Data extracts:
★ ★ ★

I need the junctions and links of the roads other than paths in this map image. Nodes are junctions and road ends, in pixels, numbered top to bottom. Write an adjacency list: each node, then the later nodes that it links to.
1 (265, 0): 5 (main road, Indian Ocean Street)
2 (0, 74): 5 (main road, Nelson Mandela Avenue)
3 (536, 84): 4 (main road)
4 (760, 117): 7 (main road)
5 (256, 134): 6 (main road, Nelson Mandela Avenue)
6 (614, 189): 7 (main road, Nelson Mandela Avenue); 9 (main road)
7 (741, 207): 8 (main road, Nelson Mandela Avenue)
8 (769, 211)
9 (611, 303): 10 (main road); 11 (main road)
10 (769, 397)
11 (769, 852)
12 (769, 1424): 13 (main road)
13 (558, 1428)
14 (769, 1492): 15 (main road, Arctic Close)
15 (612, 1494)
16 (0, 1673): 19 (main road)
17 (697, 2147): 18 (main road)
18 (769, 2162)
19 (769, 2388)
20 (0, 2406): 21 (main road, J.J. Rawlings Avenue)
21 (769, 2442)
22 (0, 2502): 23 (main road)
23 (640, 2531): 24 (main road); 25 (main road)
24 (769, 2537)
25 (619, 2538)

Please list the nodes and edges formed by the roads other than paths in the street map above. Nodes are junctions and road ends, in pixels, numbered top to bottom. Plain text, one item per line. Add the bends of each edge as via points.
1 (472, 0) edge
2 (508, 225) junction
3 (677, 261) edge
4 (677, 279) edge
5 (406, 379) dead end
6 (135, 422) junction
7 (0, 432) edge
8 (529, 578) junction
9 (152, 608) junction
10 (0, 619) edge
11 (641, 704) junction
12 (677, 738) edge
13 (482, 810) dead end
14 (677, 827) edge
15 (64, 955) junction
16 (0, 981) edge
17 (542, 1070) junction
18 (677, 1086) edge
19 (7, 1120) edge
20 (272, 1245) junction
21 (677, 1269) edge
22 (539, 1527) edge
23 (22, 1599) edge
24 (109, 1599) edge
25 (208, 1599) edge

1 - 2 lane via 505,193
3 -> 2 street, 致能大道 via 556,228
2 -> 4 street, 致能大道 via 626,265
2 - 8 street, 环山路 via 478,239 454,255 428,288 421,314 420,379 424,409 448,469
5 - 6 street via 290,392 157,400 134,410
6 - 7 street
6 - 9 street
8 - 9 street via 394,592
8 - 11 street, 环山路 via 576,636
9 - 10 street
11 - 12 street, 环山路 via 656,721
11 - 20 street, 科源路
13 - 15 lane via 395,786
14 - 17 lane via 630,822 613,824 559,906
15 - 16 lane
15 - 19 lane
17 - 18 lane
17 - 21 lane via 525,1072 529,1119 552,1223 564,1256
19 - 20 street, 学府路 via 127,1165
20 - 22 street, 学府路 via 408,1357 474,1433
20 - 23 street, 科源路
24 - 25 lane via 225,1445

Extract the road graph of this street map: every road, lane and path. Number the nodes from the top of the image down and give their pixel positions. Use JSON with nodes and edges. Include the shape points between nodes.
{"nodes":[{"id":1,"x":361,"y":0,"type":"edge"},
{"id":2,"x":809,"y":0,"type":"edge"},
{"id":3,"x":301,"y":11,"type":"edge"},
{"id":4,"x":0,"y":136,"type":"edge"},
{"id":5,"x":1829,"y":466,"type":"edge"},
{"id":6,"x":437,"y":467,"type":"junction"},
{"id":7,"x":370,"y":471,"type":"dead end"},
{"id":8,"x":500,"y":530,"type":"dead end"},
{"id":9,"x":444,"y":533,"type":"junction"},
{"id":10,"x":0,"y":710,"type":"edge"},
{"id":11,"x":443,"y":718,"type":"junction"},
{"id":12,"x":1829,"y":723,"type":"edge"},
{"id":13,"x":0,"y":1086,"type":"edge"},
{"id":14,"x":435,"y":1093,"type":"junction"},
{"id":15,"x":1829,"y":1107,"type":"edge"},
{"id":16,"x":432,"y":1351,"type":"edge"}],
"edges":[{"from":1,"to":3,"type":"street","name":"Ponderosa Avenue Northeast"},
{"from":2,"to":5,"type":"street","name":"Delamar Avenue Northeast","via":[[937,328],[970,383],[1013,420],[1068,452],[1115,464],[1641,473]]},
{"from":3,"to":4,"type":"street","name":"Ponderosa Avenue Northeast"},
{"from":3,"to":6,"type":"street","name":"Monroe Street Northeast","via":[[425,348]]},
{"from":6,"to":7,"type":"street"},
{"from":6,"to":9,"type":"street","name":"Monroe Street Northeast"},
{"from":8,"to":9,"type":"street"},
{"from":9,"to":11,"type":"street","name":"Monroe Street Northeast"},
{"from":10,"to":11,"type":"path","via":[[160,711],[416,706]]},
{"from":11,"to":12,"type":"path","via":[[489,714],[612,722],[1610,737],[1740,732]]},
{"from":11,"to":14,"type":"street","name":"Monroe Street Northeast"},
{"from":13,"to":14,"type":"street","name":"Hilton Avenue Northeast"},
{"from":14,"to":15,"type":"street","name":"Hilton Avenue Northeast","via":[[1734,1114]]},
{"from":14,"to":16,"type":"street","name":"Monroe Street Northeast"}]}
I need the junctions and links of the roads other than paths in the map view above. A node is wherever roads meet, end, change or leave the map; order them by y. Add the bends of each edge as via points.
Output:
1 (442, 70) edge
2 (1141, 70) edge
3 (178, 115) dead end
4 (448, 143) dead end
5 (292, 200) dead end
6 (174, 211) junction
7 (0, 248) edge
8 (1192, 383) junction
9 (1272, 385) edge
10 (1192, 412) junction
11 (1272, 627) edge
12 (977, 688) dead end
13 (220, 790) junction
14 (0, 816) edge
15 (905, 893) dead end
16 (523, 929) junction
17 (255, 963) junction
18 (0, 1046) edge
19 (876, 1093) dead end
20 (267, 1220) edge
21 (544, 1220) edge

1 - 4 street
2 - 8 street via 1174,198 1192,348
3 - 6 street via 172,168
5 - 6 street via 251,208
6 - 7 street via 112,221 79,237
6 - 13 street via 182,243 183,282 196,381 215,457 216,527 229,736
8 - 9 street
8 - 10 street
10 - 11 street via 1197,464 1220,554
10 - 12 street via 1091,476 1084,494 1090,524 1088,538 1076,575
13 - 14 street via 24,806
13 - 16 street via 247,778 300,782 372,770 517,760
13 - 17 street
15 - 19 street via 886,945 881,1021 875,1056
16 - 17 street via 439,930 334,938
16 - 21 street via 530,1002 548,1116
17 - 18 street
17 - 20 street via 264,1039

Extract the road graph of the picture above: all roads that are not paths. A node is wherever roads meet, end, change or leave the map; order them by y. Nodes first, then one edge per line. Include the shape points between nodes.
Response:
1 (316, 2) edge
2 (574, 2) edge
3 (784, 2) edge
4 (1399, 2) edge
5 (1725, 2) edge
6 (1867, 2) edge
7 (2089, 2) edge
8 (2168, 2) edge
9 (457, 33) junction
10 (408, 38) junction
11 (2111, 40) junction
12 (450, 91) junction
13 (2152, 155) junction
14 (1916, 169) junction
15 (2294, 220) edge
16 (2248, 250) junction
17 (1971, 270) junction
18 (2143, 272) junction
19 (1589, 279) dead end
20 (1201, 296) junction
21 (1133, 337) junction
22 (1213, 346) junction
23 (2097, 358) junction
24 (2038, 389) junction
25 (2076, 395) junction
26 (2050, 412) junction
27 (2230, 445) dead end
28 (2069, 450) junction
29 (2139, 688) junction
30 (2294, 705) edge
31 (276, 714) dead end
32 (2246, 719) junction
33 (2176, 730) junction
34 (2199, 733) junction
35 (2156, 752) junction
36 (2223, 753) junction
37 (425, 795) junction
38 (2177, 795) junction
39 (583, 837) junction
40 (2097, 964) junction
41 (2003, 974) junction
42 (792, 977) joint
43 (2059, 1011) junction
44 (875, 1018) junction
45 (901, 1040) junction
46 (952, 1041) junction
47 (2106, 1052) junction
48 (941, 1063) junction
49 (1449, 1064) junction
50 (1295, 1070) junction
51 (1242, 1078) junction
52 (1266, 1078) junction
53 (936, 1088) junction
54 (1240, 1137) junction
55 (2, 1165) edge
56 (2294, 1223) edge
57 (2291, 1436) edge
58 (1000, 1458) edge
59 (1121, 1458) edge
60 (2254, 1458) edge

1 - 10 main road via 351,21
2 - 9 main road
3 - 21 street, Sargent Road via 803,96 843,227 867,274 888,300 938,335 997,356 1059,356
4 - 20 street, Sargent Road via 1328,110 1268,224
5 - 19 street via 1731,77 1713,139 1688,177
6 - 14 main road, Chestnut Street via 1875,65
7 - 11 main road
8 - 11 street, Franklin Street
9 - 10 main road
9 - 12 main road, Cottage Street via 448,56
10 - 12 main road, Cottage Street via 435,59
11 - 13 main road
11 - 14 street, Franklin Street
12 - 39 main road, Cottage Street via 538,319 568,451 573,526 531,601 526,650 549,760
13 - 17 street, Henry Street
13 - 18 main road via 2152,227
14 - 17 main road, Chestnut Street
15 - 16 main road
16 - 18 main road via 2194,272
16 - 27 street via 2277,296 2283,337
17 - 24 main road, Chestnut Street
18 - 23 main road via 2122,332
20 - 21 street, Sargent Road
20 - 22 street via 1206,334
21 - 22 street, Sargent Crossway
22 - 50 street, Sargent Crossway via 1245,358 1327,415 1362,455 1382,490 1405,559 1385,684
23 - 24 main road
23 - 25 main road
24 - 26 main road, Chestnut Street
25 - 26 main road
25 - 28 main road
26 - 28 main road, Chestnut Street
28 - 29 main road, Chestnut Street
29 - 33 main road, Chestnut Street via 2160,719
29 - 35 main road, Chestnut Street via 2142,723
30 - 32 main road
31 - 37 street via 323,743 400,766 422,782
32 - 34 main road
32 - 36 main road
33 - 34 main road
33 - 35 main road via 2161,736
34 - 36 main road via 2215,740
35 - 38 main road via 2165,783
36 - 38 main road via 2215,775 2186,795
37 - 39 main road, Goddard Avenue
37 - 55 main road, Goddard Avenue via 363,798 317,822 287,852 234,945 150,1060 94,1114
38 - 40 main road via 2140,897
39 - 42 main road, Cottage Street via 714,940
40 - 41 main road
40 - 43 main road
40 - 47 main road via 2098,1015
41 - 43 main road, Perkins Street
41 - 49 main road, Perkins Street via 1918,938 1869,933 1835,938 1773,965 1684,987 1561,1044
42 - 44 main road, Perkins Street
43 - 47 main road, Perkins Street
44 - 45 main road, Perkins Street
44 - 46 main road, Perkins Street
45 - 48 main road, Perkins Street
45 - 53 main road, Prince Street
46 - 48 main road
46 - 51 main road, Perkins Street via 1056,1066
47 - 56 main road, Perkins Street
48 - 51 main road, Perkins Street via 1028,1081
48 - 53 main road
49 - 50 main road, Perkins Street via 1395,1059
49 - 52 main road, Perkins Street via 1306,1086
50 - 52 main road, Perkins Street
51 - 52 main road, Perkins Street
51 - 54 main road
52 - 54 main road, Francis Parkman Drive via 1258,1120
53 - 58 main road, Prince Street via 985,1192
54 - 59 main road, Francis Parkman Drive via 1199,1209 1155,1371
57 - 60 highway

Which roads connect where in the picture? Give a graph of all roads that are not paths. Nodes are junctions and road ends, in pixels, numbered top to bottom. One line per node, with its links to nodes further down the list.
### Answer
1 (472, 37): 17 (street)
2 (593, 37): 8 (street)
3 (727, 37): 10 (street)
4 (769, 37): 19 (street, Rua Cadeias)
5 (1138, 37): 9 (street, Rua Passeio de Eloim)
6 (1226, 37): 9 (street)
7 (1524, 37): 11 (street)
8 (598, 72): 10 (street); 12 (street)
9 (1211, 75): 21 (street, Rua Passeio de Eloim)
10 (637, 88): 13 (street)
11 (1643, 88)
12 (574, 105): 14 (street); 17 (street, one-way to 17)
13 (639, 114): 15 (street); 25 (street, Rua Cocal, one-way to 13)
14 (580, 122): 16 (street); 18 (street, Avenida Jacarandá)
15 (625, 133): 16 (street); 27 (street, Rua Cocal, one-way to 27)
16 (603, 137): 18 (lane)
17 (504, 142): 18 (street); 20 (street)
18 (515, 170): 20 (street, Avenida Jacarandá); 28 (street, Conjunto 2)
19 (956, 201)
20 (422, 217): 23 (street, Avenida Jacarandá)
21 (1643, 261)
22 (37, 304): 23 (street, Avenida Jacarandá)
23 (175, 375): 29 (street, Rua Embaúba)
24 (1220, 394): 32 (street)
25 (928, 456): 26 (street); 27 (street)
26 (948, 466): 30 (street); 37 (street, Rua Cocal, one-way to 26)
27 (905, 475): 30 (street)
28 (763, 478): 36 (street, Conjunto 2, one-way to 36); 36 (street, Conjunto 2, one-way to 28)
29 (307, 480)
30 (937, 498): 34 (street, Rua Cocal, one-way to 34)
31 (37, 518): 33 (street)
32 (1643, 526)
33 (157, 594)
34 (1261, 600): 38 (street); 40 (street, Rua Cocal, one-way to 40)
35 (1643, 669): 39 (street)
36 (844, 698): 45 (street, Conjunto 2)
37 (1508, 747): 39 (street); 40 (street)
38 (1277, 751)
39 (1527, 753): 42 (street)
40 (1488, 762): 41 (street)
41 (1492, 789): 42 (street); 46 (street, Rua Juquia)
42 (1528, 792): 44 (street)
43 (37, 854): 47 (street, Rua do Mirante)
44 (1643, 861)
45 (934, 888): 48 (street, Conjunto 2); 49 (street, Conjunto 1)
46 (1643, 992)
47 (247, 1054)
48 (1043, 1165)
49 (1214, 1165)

★ ★ ★

Work task: Copy down every line of the entries containing the word "Ponderosa".

Solution to this exercise:
"edges":[{"from":1,"to":3,"type":"street","name":"Ponderosa Avenue Northeast"},
{"from":3,"to":4,"type":"street","name":"Ponderosa Avenue Northeast"},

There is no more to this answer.